One of the big advantages of the Spark Health programme is the further co-opting (integration) of other individuals to the programme by participants who have successfully attended the workshop. They then share their new expertise and knowledge with colleagues, effectively training them in the same way of thinking and integrating them into the process.
This integration causes a ripple effect of knowledge, empowerment and increased productivity and sees the expansion of a new way of thinking and acting, widening the reach of the programme and increasing its effectiveness.
The Eastern Cape programme run in 2012-13 saw 123 people initially participating and a further 56 people integrated into the process afterwards, resulting in a total of 179 professionals able to draw on the resources of the programme through mentorship, support and review sessions.

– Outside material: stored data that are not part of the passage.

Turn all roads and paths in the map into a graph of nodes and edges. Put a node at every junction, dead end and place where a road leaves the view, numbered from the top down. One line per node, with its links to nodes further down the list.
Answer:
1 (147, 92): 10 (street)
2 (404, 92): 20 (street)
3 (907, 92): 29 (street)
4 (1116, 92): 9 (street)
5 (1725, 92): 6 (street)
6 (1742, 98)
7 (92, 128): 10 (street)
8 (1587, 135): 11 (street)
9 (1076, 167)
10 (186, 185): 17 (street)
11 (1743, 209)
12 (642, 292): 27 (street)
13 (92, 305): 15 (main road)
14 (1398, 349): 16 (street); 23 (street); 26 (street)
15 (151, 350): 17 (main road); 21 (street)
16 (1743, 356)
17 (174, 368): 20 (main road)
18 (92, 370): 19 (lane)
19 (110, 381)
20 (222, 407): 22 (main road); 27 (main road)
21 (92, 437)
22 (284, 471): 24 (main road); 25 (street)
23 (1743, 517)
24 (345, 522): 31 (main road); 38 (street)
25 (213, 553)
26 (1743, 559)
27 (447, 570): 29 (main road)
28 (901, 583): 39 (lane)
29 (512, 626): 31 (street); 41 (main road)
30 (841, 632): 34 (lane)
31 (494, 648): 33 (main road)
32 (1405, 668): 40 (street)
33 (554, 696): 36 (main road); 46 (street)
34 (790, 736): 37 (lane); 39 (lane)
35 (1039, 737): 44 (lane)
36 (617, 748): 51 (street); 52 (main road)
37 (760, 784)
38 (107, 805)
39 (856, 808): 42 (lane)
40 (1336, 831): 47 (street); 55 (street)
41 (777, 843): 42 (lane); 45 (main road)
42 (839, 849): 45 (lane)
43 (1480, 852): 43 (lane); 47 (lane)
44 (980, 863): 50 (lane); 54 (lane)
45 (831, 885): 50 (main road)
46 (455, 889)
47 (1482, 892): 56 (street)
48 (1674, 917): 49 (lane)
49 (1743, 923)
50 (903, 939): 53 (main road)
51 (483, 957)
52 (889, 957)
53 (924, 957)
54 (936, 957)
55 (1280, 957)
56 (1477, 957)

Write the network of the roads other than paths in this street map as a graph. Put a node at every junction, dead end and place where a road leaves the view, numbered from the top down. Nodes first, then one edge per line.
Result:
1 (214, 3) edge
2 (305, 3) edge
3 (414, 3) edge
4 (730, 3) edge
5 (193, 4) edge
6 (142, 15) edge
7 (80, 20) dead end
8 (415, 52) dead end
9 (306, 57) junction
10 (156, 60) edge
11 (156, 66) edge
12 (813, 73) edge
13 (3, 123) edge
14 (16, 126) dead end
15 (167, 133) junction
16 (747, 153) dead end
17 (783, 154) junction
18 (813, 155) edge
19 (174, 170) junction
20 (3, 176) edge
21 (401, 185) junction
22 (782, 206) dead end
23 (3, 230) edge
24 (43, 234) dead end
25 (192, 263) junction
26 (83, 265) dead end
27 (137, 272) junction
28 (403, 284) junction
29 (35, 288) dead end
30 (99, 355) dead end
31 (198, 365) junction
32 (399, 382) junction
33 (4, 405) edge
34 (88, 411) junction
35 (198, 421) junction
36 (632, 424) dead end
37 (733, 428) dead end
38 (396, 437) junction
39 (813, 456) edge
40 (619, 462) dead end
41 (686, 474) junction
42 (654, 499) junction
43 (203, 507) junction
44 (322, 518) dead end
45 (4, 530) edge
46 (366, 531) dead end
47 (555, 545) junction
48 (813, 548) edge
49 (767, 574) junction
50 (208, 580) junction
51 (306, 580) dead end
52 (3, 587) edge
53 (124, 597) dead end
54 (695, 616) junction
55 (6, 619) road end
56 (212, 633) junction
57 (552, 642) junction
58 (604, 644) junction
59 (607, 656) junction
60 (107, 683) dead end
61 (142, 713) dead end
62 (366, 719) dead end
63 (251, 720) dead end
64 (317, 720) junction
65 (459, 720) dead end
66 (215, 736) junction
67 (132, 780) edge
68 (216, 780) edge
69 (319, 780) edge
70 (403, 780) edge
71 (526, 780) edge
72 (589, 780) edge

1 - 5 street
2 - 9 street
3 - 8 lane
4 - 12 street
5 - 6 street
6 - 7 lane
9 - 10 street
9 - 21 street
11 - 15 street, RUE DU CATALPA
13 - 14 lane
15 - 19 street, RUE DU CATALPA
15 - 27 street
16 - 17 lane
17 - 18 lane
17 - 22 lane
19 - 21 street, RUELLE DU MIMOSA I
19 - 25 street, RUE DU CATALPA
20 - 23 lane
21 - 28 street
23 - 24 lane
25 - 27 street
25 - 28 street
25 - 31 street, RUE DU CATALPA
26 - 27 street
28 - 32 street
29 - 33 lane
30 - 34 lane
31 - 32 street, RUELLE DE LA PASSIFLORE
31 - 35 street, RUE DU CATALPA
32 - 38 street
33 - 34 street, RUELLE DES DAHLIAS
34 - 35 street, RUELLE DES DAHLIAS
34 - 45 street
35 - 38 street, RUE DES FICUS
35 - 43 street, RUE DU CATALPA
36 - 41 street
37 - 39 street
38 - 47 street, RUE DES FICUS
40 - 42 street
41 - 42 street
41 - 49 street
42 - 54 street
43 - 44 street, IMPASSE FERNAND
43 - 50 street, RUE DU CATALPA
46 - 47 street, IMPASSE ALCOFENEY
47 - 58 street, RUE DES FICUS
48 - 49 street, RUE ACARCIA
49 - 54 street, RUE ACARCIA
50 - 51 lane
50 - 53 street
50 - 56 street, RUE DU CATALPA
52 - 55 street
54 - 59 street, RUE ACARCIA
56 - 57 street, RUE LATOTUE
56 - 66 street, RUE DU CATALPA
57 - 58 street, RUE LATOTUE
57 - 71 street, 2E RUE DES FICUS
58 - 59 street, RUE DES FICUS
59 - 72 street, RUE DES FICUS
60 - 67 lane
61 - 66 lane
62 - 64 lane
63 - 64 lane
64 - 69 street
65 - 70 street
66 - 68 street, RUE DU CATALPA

What the Spark Health initiative has shown is the power of a transformed mind to unlock people’s intentions and ignite their passion and drive. By empowering professionals in the healthcare system to effect change – the change actually happens: lower infection rates, improved maternal and newborn health, strengthened health systems and better medicine availability.
It is clear that more investment is needed in the fight against HIV/AIDS – but this is not necessarily limited to financial resources. It is the targeted development of individuals on the front lines of the war against HIV/AIDS that will produce improved and sustained health outcomes. Healthcare professionals are the most important asset in the healthcare system; assisting them to develop a different culture that is characterised by strong, well-functioning teams with a shared vision and asset-based rather than needs-based thinking, is key to achieving more and improved health outcomes with less resources.
It is possible to eliminate HIV in Africa by 2030, but as our healthcare professionals head towards that finishing line, exhausted, thirsty and running on empty, a shift is required to enable them to persevere and find ways of coping with the added pressure and pain. When we stop thinking about how tough it is and look toward what is possible, we see that our objective can be reached.